Instructions for the task:
A faithful copy of all the records is needed, with the pictures omitted.

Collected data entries

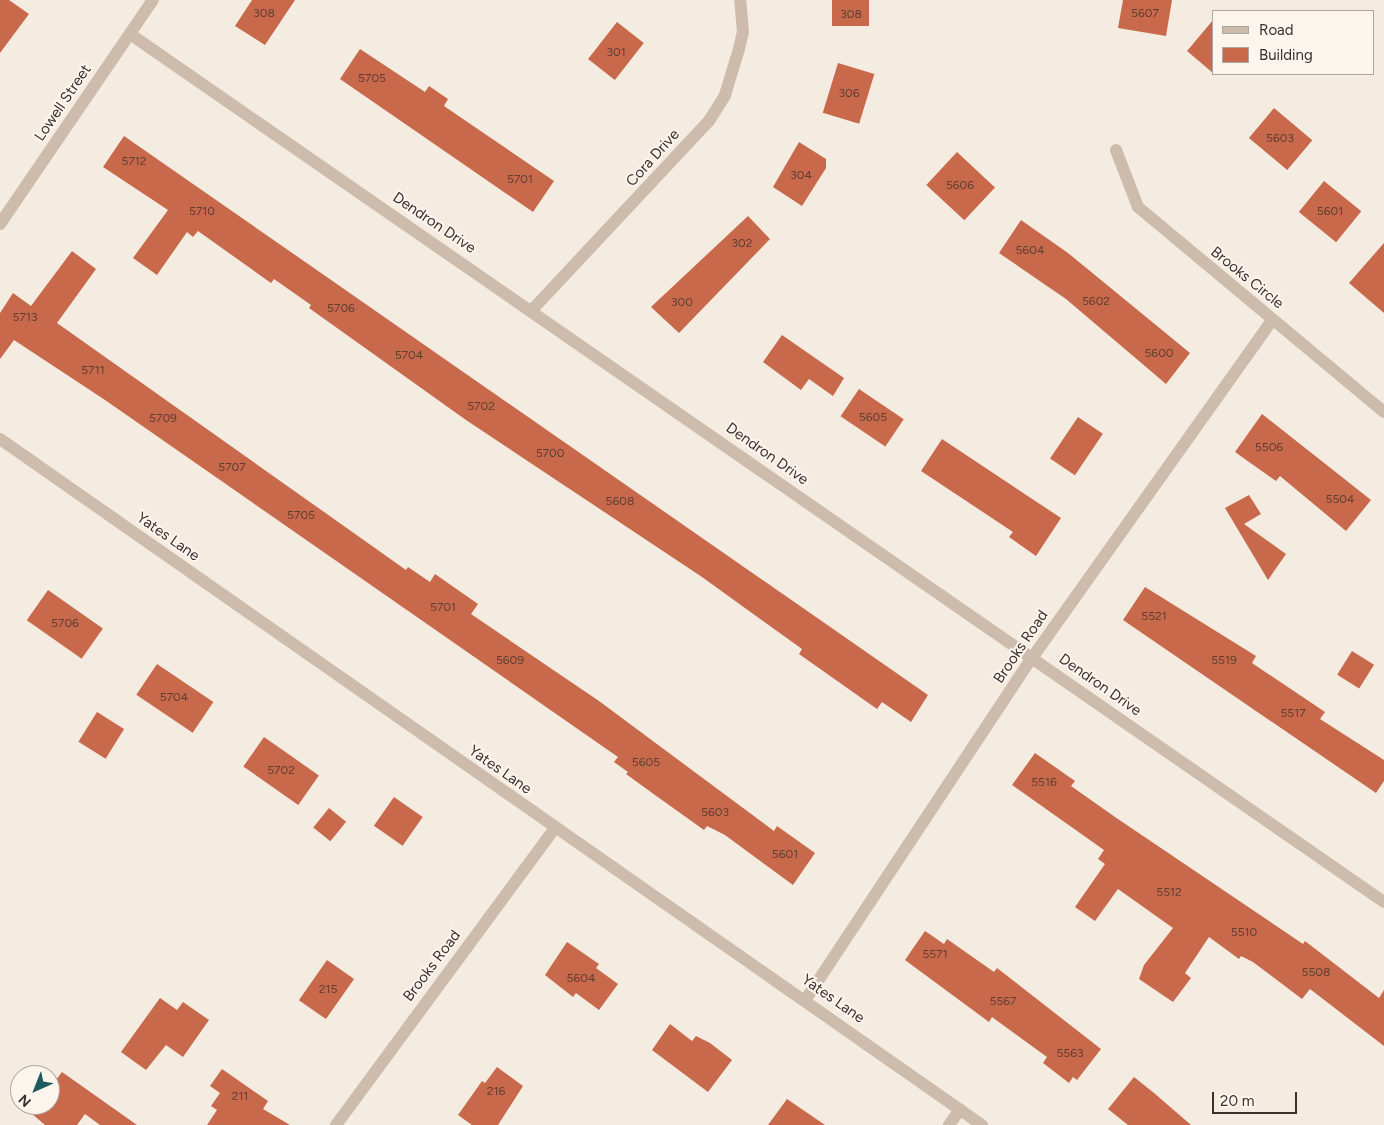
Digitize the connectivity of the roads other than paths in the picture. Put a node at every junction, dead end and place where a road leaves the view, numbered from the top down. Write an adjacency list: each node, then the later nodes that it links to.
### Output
1 (153, 0): 3 (street, Lowell Street)
2 (740, 0): 6 (street, Cora Drive)
3 (130, 34): 5 (street, Lowell Street); 6 (street, Dendron Drive)
4 (1116, 150): 7 (street, Brooks Circle)
5 (0, 224)
6 (532, 310): 10 (street, Dendron Drive)
7 (1272, 320): 8 (street, Brooks Circle); 10 (street, Brooks Road)
8 (1384, 412)
9 (0, 438): 11 (street, Yates Lane)
10 (1032, 658): 12 (street, Dendron Drive); 13 (street, Brooks Road)
11 (555, 828): 13 (street, Yates Lane); 15 (street, Brooks Road)
12 (1384, 902)
13 (806, 999): 14 (street, Yates Lane)
14 (960, 1109): 16 (street); 17 (street, Yates Lane)
15 (336, 1125)
16 (949, 1125)
17 (982, 1125)

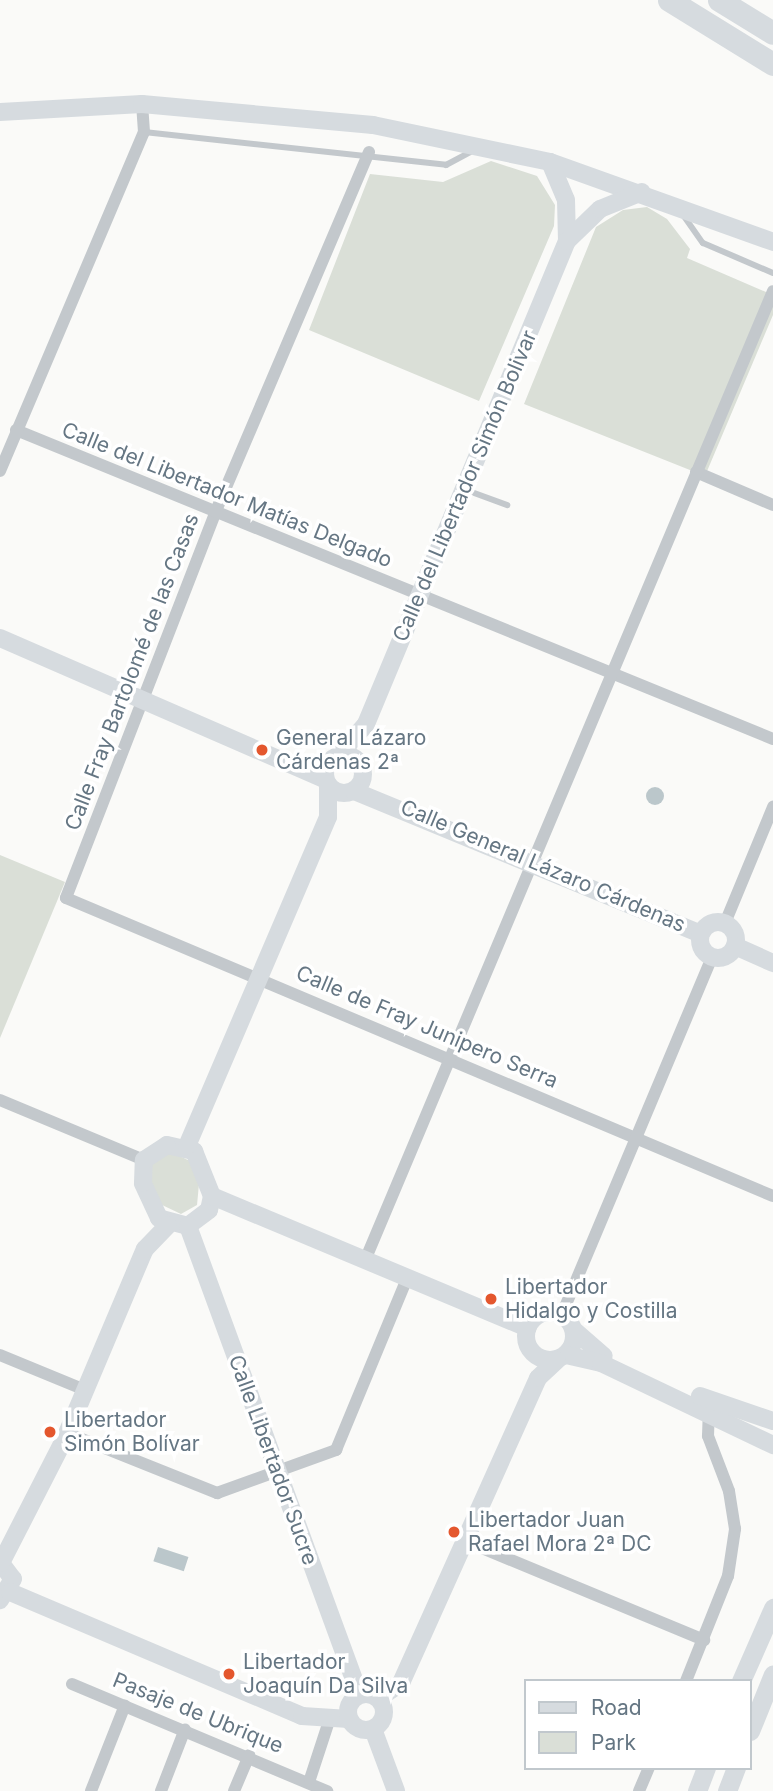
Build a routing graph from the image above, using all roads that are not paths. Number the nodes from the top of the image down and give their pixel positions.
1 (669, 0) edge
2 (719, 0) edge
3 (773, 33) edge
4 (773, 64) edge
5 (142, 104) junction
6 (0, 112) edge
7 (144, 132) junction
8 (480, 147) junction
9 (369, 152) junction
10 (550, 162) junction
11 (642, 192) junction
12 (677, 204) junction
13 (567, 241) junction
14 (773, 242) edge
15 (773, 273) edge
16 (773, 291) edge
17 (16, 430) junction
18 (0, 471) edge
19 (696, 472) junction
20 (464, 489) junction
21 (507, 505) dead end
22 (773, 505) edge
23 (216, 511) junction
24 (420, 595) junction
25 (0, 638) edge
26 (610, 673) junction
27 (142, 696) junction
28 (362, 731) junction
29 (773, 739) edge
30 (331, 770) junction
31 (357, 781) junction
32 (773, 807) edge
33 (329, 812) junction
34 (530, 860) junction
35 (65, 898) joint
36 (724, 923) junction
37 (701, 934) junction
38 (735, 946) junction
39 (712, 957) junction
40 (773, 962) edge
41 (260, 977) junction
42 (447, 1055) junction
43 (0, 1100) edge
44 (634, 1137) junction
45 (187, 1146) junction
46 (144, 1160) junction
47 (212, 1196) junction
48 (773, 1196) edge
49 (168, 1225) junction
50 (188, 1226) junction
51 (366, 1258) junction
52 (408, 1276) junction
53 (562, 1314) junction
54 (527, 1328) junction
55 (575, 1331) junction
56 (534, 1354) junction
57 (0, 1355) edge
58 (562, 1357) junction
59 (538, 1378) junction
60 (85, 1390) junction
61 (709, 1412) junction
62 (773, 1421) edge
63 (67, 1433) junction
64 (773, 1445) edge
65 (277, 1471) junction
66 (465, 1541) junction
67 (1, 1563) edge
68 (5, 1596) edge
69 (773, 1608) edge
70 (704, 1640) junction
71 (773, 1674) edge
72 (687, 1679) edge
73 (742, 1679) edge
74 (72, 1684) dead end
75 (769, 1689) edge
76 (359, 1695) junction
77 (379, 1698) junction
78 (125, 1705) junction
79 (349, 1719) junction
80 (329, 1721) junction
81 (752, 1727) edge
82 (185, 1729) junction
83 (373, 1729) junction
84 (249, 1755) junction
85 (648, 1770) edge
86 (705, 1770) edge
87 (735, 1770) edge
88 (310, 1779) junction
89 (91, 1791) edge
90 (161, 1791) edge
91 (234, 1791) edge
92 (327, 1791) edge
93 (396, 1791) edge
94 (639, 1791) edge
95 (698, 1791) edge
96 (727, 1791) edge

1 - 4 highway
2 - 3 highway
5 - 6 street
5 - 7 street
5 - 8 street
7 - 9 lane
7 - 17 street
8 - 9 lane
8 - 10 street
9 - 23 street, Calle Fray Bartolomé de las Casas
10 - 11 street
10 - 13 street, Calle del Libertador Simón Bolivar
11 - 12 street
11 - 13 street, Calle del Libertador Simón Bolivar
12 - 14 street
12 - 15 lane
13 - 20 street, Calle del Libertador Simón Bolivar
16 - 19 street
17 - 18 street
17 - 23 street, Calle del Libertador Matías Delgado
19 - 22 street
19 - 26 street
20 - 21 lane
20 - 24 street, Calle del Libertador Simón Bolivar
23 - 24 street, Calle del Libertador Matías Delgado
23 - 27 street, Calle Fray Bartolomé de las Casas
24 - 26 street, Calle del Libertador Matías Delgado
24 - 28 street, Calle del Libertador Simón Bolivar
25 - 27 street
26 - 29 street, Calle del Libertador Matías Delgado
26 - 34 street
27 - 30 street
27 - 35 street, Calle Fray Bartolomé de las Casas
28 - 30 street, Calle del Libertador Simón Bolivar
28 - 31 street, Calle del Libertador Simón Bolivar
30 - 31 street
30 - 31 street
30 - 33 street
31 - 33 street
31 - 34 street, Calle General Lázaro Cárdenas
32 - 36 street
33 - 41 street
34 - 37 street, Calle General Lázaro Cárdenas
34 - 42 street
35 - 41 street, Calle de Fray Junipero Serra
36 - 37 street
36 - 38 street
37 - 39 street
38 - 39 street
38 - 40 street
39 - 44 street
41 - 42 street, Calle de Fray Junipero Serra
41 - 45 street
42 - 44 street, Calle de Fray Junipero Serra
42 - 51 street
43 - 46 street
44 - 48 street, Calle de Fray Junipero Serra
44 - 53 street
45 - 46 street
45 - 47 street
46 - 49 street
47 - 50 street
47 - 51 street
49 - 50 street
49 - 60 street
50 - 65 street, Calle Libertador Sucre
51 - 52 street
52 - 54 street
52 - 65 street
53 - 54 street
53 - 55 street
54 - 56 street
55 - 58 street
55 - 62 street
56 - 58 street
56 - 59 street
57 - 60 street
58 - 59 street
58 - 61 street
59 - 66 street
60 - 63 street
61 - 64 street
61 - 70 street
63 - 65 street
63 - 67 street
65 - 76 street, Calle Libertador Sucre
66 - 70 street
66 - 77 street
67 - 68 street
68 - 80 street
69 - 73 main road
70 - 72 street
71 - 75 main road
74 - 78 street, Pasaje de Ubrique
75 - 81 main road
76 - 77 street
76 - 79 street
77 - 83 street
78 - 82 street, Pasaje de Ubrique
78 - 89 street
79 - 80 street
79 - 83 street
80 - 88 street
82 - 84 street, Pasaje de Ubrique
82 - 90 street
83 - 93 street
84 - 88 street, Pasaje de Ubrique
84 - 91 street
85 - 94 street
86 - 95 main road
87 - 96 main road
88 - 92 street, Pasaje de Ubrique

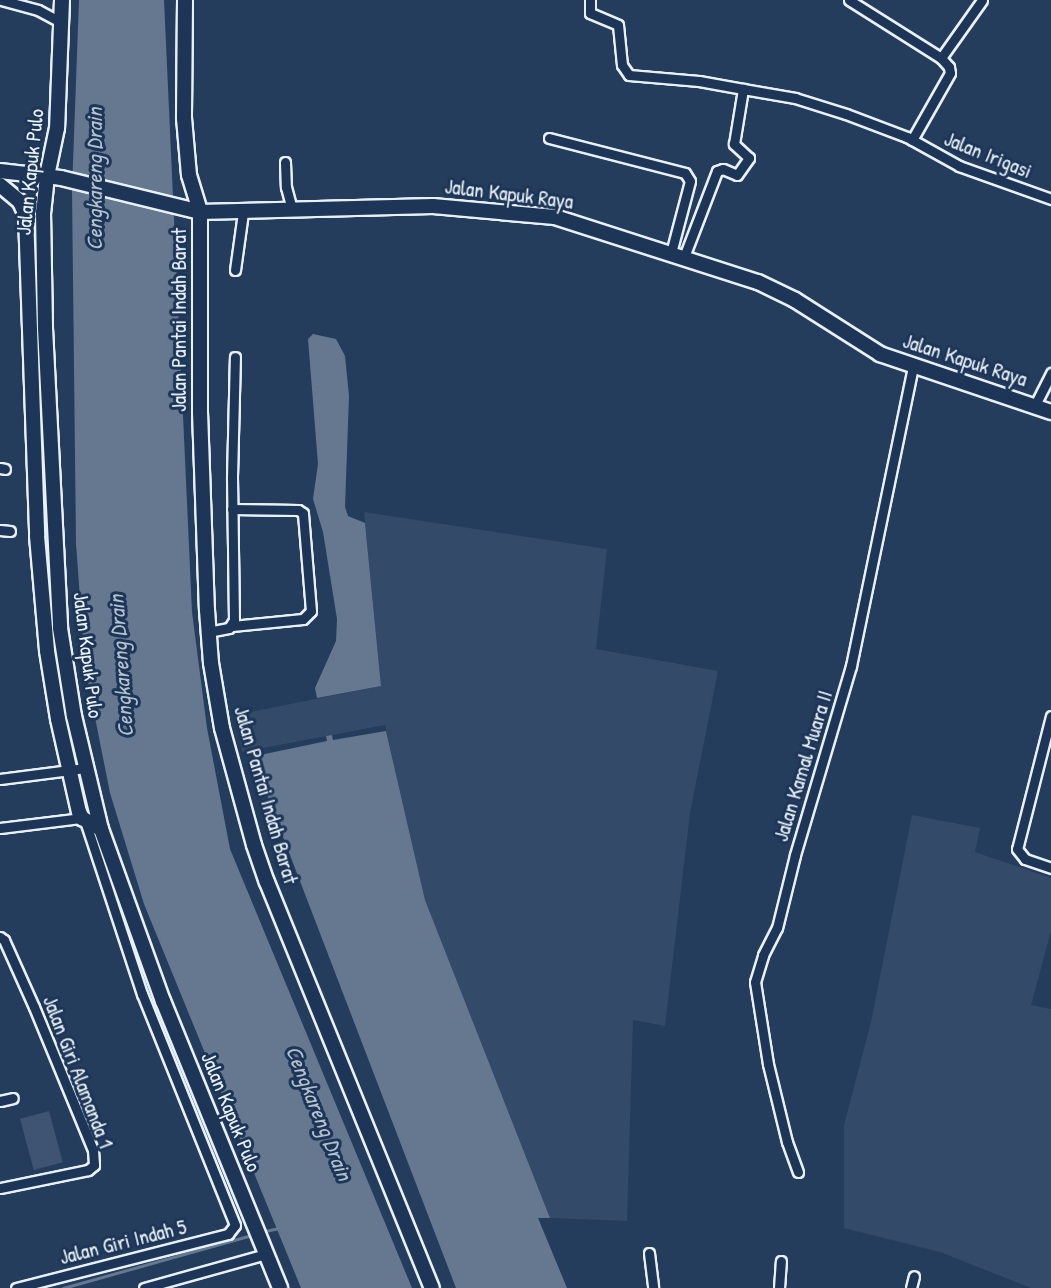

Answer box:
Digitize the connectivity of the roads other than paths in the picture. Put a node at every junction, dead end and place where a road leaves the view, numbered from the top down. Write an adjacency list: each node, then the later nodes that it links to.
### Output
1 (153, 0): 3 (street, Lowell Street)
2 (740, 0): 6 (street, Cora Drive)
3 (130, 34): 5 (street, Lowell Street); 6 (street, Dendron Drive)
4 (1116, 150): 7 (street, Brooks Circle)
5 (0, 224)
6 (532, 310): 10 (street, Dendron Drive)
7 (1272, 320): 8 (street, Brooks Circle); 10 (street, Brooks Road)
8 (1384, 412)
9 (0, 438): 11 (street, Yates Lane)
10 (1032, 658): 12 (street, Dendron Drive); 13 (street, Brooks Road)
11 (555, 828): 13 (street, Yates Lane); 15 (street, Brooks Road)
12 (1384, 902)
13 (806, 999): 14 (street, Yates Lane)
14 (960, 1109): 16 (street); 17 (street, Yates Lane)
15 (336, 1125)
16 (949, 1125)
17 (982, 1125)

Build a routing graph from the image above, using all roads that are not paths. Number the nodes from the top of the image down and give their pixel positions.
1 (669, 0) edge
2 (719, 0) edge
3 (773, 33) edge
4 (773, 64) edge
5 (142, 104) junction
6 (0, 112) edge
7 (144, 132) junction
8 (480, 147) junction
9 (369, 152) junction
10 (550, 162) junction
11 (642, 192) junction
12 (677, 204) junction
13 (567, 241) junction
14 (773, 242) edge
15 (773, 273) edge
16 (773, 291) edge
17 (16, 430) junction
18 (0, 471) edge
19 (696, 472) junction
20 (464, 489) junction
21 (507, 505) dead end
22 (773, 505) edge
23 (216, 511) junction
24 (420, 595) junction
25 (0, 638) edge
26 (610, 673) junction
27 (142, 696) junction
28 (362, 731) junction
29 (773, 739) edge
30 (331, 770) junction
31 (357, 781) junction
32 (773, 807) edge
33 (329, 812) junction
34 (530, 860) junction
35 (65, 898) joint
36 (724, 923) junction
37 (701, 934) junction
38 (735, 946) junction
39 (712, 957) junction
40 (773, 962) edge
41 (260, 977) junction
42 (447, 1055) junction
43 (0, 1100) edge
44 (634, 1137) junction
45 (187, 1146) junction
46 (144, 1160) junction
47 (212, 1196) junction
48 (773, 1196) edge
49 (168, 1225) junction
50 (188, 1226) junction
51 (366, 1258) junction
52 (408, 1276) junction
53 (562, 1314) junction
54 (527, 1328) junction
55 (575, 1331) junction
56 (534, 1354) junction
57 (0, 1355) edge
58 (562, 1357) junction
59 (538, 1378) junction
60 (85, 1390) junction
61 (709, 1412) junction
62 (773, 1421) edge
63 (67, 1433) junction
64 (773, 1445) edge
65 (277, 1471) junction
66 (465, 1541) junction
67 (1, 1563) edge
68 (5, 1596) edge
69 (773, 1608) edge
70 (704, 1640) junction
71 (773, 1674) edge
72 (687, 1679) edge
73 (742, 1679) edge
74 (72, 1684) dead end
75 (769, 1689) edge
76 (359, 1695) junction
77 (379, 1698) junction
78 (125, 1705) junction
79 (349, 1719) junction
80 (329, 1721) junction
81 (752, 1727) edge
82 (185, 1729) junction
83 (373, 1729) junction
84 (249, 1755) junction
85 (648, 1770) edge
86 (705, 1770) edge
87 (735, 1770) edge
88 (310, 1779) junction
89 (91, 1791) edge
90 (161, 1791) edge
91 (234, 1791) edge
92 (327, 1791) edge
93 (396, 1791) edge
94 (639, 1791) edge
95 (698, 1791) edge
96 (727, 1791) edge

1 - 4 highway
2 - 3 highway
5 - 6 street
5 - 7 street
5 - 8 street
7 - 9 lane
7 - 17 street
8 - 9 lane
8 - 10 street
9 - 23 street, Calle Fray Bartolomé de las Casas
10 - 11 street
10 - 13 street, Calle del Libertador Simón Bolivar
11 - 12 street
11 - 13 street, Calle del Libertador Simón Bolivar
12 - 14 street
12 - 15 lane
13 - 20 street, Calle del Libertador Simón Bolivar
16 - 19 street
17 - 18 street
17 - 23 street, Calle del Libertador Matías Delgado
19 - 22 street
19 - 26 street
20 - 21 lane
20 - 24 street, Calle del Libertador Simón Bolivar
23 - 24 street, Calle del Libertador Matías Delgado
23 - 27 street, Calle Fray Bartolomé de las Casas
24 - 26 street, Calle del Libertador Matías Delgado
24 - 28 street, Calle del Libertador Simón Bolivar
25 - 27 street
26 - 29 street, Calle del Libertador Matías Delgado
26 - 34 street
27 - 30 street
27 - 35 street, Calle Fray Bartolomé de las Casas
28 - 30 street, Calle del Libertador Simón Bolivar
28 - 31 street, Calle del Libertador Simón Bolivar
30 - 31 street
30 - 31 street
30 - 33 street
31 - 33 street
31 - 34 street, Calle General Lázaro Cárdenas
32 - 36 street
33 - 41 street
34 - 37 street, Calle General Lázaro Cárdenas
34 - 42 street
35 - 41 street, Calle de Fray Junipero Serra
36 - 37 street
36 - 38 street
37 - 39 street
38 - 39 street
38 - 40 street
39 - 44 street
41 - 42 street, Calle de Fray Junipero Serra
41 - 45 street
42 - 44 street, Calle de Fray Junipero Serra
42 - 51 street
43 - 46 street
44 - 48 street, Calle de Fray Junipero Serra
44 - 53 street
45 - 46 street
45 - 47 street
46 - 49 street
47 - 50 street
47 - 51 street
49 - 50 street
49 - 60 street
50 - 65 street, Calle Libertador Sucre
51 - 52 street
52 - 54 street
52 - 65 street
53 - 54 street
53 - 55 street
54 - 56 street
55 - 58 street
55 - 62 street
56 - 58 street
56 - 59 street
57 - 60 street
58 - 59 street
58 - 61 street
59 - 66 street
60 - 63 street
61 - 64 street
61 - 70 street
63 - 65 street
63 - 67 street
65 - 76 street, Calle Libertador Sucre
66 - 70 street
66 - 77 street
67 - 68 street
68 - 80 street
69 - 73 main road
70 - 72 street
71 - 75 main road
74 - 78 street, Pasaje de Ubrique
75 - 81 main road
76 - 77 street
76 - 79 street
77 - 83 street
78 - 82 street, Pasaje de Ubrique
78 - 89 street
79 - 80 street
79 - 83 street
80 - 88 street
82 - 84 street, Pasaje de Ubrique
82 - 90 street
83 - 93 street
84 - 88 street, Pasaje de Ubrique
84 - 91 street
85 - 94 street
86 - 95 main road
87 - 96 main road
88 - 92 street, Pasaje de Ubrique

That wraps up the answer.